Brief: Leave the pictures behind and repeat all the entries exactly.

Material for this task:
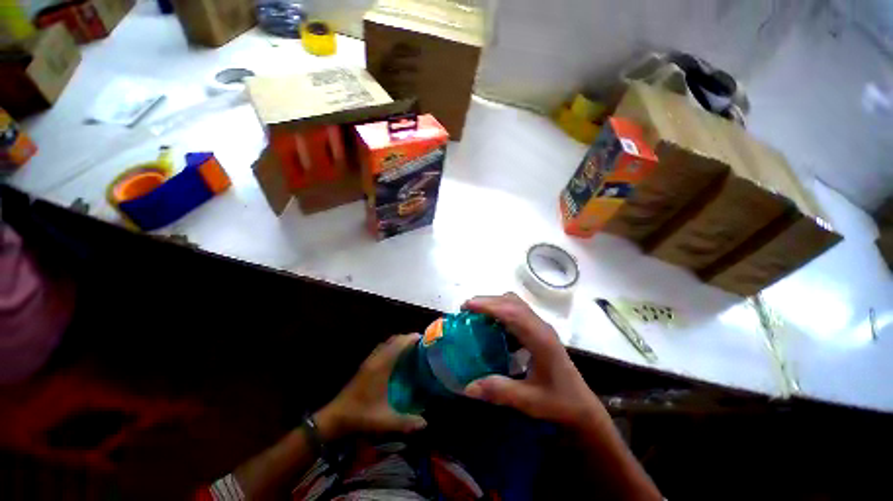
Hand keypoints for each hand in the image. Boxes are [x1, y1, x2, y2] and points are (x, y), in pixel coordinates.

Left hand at [315, 334, 426, 440]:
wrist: (335, 418)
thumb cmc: (360, 416)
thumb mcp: (384, 421)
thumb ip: (405, 422)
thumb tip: (425, 423)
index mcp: (381, 366)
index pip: (399, 344)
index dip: (411, 338)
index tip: (425, 339)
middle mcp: (375, 359)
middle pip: (393, 340)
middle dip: (407, 338)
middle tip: (421, 345)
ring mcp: (369, 361)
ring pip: (387, 343)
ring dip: (399, 342)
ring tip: (412, 349)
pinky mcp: (365, 366)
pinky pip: (382, 349)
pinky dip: (392, 348)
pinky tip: (397, 359)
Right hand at [462, 293, 609, 431]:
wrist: (582, 406)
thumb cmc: (559, 402)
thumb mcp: (528, 400)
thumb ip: (499, 391)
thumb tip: (467, 387)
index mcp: (539, 339)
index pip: (512, 313)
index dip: (488, 306)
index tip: (467, 306)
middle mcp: (540, 326)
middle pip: (512, 302)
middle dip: (487, 301)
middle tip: (466, 309)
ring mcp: (541, 326)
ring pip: (515, 303)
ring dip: (495, 303)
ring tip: (476, 313)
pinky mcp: (539, 330)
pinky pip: (518, 311)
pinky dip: (501, 311)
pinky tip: (493, 326)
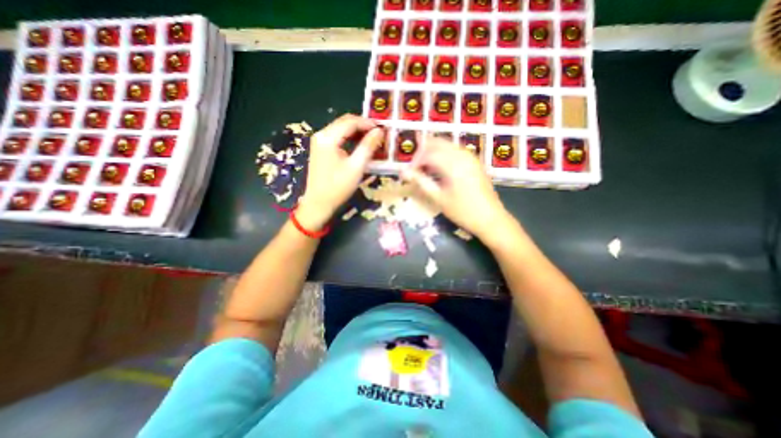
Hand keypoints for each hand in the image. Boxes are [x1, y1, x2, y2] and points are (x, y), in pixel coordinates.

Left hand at [296, 113, 383, 228]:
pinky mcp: (320, 149)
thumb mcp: (356, 167)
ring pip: (341, 129)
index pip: (350, 122)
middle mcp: (321, 135)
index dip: (368, 123)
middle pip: (344, 122)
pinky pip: (337, 137)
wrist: (318, 203)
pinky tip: (360, 145)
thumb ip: (368, 146)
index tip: (383, 128)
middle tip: (379, 133)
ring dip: (357, 132)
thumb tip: (379, 131)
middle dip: (362, 125)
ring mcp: (319, 142)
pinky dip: (350, 138)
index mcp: (328, 137)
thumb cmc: (338, 187)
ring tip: (372, 138)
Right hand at [403, 136, 513, 239]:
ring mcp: (470, 157)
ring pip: (447, 145)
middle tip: (415, 168)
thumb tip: (404, 173)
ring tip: (424, 168)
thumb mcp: (439, 198)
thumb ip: (421, 182)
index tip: (408, 174)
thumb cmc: (463, 211)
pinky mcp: (474, 161)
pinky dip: (443, 154)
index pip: (428, 154)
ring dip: (433, 152)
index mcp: (453, 164)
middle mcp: (462, 155)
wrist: (491, 219)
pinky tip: (439, 167)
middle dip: (423, 152)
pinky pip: (455, 150)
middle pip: (437, 143)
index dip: (415, 161)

Finished exercise:
Hand keypoints for each hand in the image. Boxes are [x1, y1, x2, y2] and points are (x, y), in pixel coordinates.

Left hand at [315, 334, 426, 440]:
wrist: (335, 418)
thumb cmc: (360, 416)
thumb mcp: (384, 421)
thumb ip: (405, 422)
thumb tip: (425, 423)
index mcp: (381, 366)
index pip: (399, 344)
index dip: (411, 338)
index tip: (425, 339)
middle mcp: (375, 359)
middle pip: (393, 340)
middle dip: (407, 338)
middle tip: (421, 345)
ring mcp: (369, 361)
ring pip: (387, 343)
ring dip: (399, 342)
ring tip: (412, 349)
pinky mcp: (365, 366)
pinky pip: (382, 349)
pinky dip: (392, 348)
pinky tip: (397, 359)
Right hand at [462, 293, 609, 431]:
wrist: (582, 406)
thumb cmc: (559, 402)
thumb mcp: (528, 400)
thumb ip: (499, 391)
thumb tip: (467, 387)
index mcp: (539, 339)
index pip: (512, 313)
index dip: (488, 306)
index tip: (467, 306)
middle mcp: (540, 326)
middle pip: (512, 302)
middle dip: (487, 301)
middle tip: (466, 309)
ring mcp: (541, 326)
ring pip: (515, 303)
ring dip: (495, 303)
ring tip: (476, 313)
pinky mcp: (539, 330)
pinky pip: (518, 311)
pinky dip: (501, 311)
pinky tip: (493, 326)
Hand keypoints for each hand in the image. Boxes are [x1, y1, x2, y2] and points are (x, y), in pixel coordinates.

Left hand at [296, 113, 383, 228]:
pinky mcp: (320, 149)
thumb mcp: (356, 167)
ring pip: (341, 129)
index pip: (350, 122)
middle mcp: (321, 135)
index dip: (368, 123)
middle pip: (344, 122)
pinky pip: (337, 137)
wrist: (318, 203)
pinky tip: (360, 145)
thumb ip: (368, 146)
index tip: (383, 128)
middle tip: (379, 133)
ring dip: (357, 132)
thumb tip: (379, 131)
middle dip: (362, 125)
ring mcp: (319, 142)
pinky dip: (350, 138)
index mcp: (328, 137)
thumb cmc: (338, 187)
ring tip: (372, 138)
Right hand at [403, 136, 513, 239]:
ring mcp: (470, 157)
ring pip: (447, 145)
middle tip: (415, 168)
thumb tip: (404, 173)
ring tip: (424, 168)
thumb mcp: (439, 198)
thumb ip: (421, 182)
index tip: (408, 174)
thumb cmc: (463, 211)
pinky mcp: (474, 161)
pinky dip: (443, 154)
index pip: (428, 154)
ring dip: (433, 152)
index mcp: (453, 164)
middle mcp: (462, 155)
wrist: (491, 219)
pinky tip: (439, 167)
middle dip: (423, 152)
pinky pip: (455, 150)
middle pip: (437, 143)
index dip: (415, 161)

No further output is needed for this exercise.